* _EXERCISE GOAL_: In the entries below, count every line containing "road". Return the number and nothing else.

***** DATA RECORDS

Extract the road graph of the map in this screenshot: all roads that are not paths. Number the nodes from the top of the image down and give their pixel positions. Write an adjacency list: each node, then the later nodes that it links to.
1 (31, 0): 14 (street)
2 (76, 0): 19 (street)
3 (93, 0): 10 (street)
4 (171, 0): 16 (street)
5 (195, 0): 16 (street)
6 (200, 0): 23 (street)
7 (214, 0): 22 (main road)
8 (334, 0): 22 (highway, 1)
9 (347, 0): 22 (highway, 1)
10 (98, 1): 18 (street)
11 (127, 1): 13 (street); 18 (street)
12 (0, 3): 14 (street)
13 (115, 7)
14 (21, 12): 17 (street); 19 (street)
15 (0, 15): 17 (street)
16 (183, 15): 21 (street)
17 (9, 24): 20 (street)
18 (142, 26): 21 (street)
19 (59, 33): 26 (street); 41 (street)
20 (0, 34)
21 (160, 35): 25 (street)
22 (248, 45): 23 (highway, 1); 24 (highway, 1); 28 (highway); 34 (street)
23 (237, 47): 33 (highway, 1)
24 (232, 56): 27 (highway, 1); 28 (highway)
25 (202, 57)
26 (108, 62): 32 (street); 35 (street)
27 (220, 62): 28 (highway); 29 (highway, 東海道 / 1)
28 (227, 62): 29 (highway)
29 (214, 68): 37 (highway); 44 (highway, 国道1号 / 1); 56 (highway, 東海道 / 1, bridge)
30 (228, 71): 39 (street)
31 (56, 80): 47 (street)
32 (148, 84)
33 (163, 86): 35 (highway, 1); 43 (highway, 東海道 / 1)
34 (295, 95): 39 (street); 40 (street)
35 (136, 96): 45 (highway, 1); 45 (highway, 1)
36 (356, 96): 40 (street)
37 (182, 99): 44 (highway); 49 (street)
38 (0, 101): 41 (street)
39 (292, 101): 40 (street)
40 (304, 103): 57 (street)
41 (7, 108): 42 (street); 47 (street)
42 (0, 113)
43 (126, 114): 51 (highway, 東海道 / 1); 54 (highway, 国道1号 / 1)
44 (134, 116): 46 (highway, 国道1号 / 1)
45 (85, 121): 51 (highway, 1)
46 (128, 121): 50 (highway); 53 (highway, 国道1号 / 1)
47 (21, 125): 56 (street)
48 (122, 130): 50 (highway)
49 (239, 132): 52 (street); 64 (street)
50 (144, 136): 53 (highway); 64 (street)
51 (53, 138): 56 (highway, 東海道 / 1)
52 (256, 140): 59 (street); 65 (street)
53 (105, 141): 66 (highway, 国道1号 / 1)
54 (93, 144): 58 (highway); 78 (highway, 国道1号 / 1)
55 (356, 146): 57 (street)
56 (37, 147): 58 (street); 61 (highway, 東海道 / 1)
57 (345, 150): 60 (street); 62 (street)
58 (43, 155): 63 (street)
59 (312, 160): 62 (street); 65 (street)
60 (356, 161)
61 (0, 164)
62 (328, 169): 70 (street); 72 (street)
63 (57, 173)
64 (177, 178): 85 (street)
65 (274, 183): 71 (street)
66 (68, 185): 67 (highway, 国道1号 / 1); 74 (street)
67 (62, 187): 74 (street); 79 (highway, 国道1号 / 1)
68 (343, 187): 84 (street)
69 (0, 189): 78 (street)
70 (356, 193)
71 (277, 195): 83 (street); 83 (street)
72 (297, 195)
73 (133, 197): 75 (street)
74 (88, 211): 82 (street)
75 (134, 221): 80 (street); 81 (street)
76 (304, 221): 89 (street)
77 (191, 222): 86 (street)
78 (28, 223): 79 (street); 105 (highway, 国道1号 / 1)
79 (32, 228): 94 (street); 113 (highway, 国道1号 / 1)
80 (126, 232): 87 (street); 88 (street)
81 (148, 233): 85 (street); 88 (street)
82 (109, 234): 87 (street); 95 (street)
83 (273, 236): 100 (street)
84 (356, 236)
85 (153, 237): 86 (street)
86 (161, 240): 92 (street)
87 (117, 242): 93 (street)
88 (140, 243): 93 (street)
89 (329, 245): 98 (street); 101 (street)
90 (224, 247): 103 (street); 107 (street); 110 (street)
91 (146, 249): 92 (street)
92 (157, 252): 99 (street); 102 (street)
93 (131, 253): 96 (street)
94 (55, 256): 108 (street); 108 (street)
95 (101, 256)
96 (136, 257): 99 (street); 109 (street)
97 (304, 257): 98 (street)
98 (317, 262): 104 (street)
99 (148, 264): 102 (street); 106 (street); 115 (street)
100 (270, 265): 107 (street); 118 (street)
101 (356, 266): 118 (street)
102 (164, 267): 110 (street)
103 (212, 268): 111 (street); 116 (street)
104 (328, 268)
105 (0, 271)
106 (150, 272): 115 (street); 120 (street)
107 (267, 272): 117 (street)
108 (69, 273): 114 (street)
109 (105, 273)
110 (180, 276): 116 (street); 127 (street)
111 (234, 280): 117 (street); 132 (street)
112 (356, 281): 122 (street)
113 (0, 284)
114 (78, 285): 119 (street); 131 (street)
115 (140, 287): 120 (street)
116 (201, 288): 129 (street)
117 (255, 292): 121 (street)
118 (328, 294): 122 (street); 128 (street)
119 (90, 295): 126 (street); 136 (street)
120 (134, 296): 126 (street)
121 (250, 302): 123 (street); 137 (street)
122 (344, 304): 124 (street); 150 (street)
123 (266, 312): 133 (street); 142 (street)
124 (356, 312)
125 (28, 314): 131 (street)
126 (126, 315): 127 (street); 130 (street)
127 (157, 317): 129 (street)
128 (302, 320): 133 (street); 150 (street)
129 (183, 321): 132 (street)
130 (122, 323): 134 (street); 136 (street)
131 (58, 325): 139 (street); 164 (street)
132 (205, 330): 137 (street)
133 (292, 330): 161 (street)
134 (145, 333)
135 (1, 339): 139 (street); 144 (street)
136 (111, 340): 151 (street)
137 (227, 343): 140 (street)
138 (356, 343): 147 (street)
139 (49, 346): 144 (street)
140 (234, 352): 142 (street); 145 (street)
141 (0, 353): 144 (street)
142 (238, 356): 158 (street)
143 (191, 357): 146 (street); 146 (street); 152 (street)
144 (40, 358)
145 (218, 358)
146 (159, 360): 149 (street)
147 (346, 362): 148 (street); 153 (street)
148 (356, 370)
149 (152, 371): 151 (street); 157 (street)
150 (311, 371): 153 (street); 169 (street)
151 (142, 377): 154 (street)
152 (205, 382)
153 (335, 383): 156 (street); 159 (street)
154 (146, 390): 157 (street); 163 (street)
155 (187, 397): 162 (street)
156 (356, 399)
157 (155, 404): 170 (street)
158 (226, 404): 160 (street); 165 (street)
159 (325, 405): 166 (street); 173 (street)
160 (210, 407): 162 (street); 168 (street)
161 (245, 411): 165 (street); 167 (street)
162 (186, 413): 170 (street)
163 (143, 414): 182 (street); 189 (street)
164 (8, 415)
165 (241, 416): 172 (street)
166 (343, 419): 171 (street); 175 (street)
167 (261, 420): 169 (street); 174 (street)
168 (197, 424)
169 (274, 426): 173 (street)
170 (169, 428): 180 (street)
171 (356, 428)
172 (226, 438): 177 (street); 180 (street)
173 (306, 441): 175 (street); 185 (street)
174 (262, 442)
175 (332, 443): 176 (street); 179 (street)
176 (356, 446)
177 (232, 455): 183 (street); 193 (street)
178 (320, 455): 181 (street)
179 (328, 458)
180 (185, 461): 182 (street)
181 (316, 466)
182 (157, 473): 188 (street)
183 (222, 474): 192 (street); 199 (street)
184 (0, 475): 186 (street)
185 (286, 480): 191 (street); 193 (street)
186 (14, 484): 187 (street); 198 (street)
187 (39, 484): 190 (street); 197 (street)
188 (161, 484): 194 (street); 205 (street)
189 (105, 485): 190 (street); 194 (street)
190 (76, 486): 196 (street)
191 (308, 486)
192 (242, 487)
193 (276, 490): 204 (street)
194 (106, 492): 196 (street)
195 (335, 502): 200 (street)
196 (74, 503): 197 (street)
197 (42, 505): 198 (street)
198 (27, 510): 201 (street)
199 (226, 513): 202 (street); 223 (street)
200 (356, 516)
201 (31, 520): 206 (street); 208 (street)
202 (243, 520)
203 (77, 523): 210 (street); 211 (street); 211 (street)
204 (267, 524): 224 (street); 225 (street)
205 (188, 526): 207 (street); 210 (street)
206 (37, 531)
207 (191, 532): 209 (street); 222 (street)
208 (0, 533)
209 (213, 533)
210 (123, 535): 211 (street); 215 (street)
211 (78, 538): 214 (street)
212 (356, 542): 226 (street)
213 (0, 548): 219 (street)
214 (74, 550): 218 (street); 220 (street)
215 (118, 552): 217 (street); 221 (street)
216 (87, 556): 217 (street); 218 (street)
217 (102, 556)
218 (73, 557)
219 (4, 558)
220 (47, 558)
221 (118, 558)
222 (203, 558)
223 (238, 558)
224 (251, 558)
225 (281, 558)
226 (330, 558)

**********

* _COMPLETED EXERCISE_: 2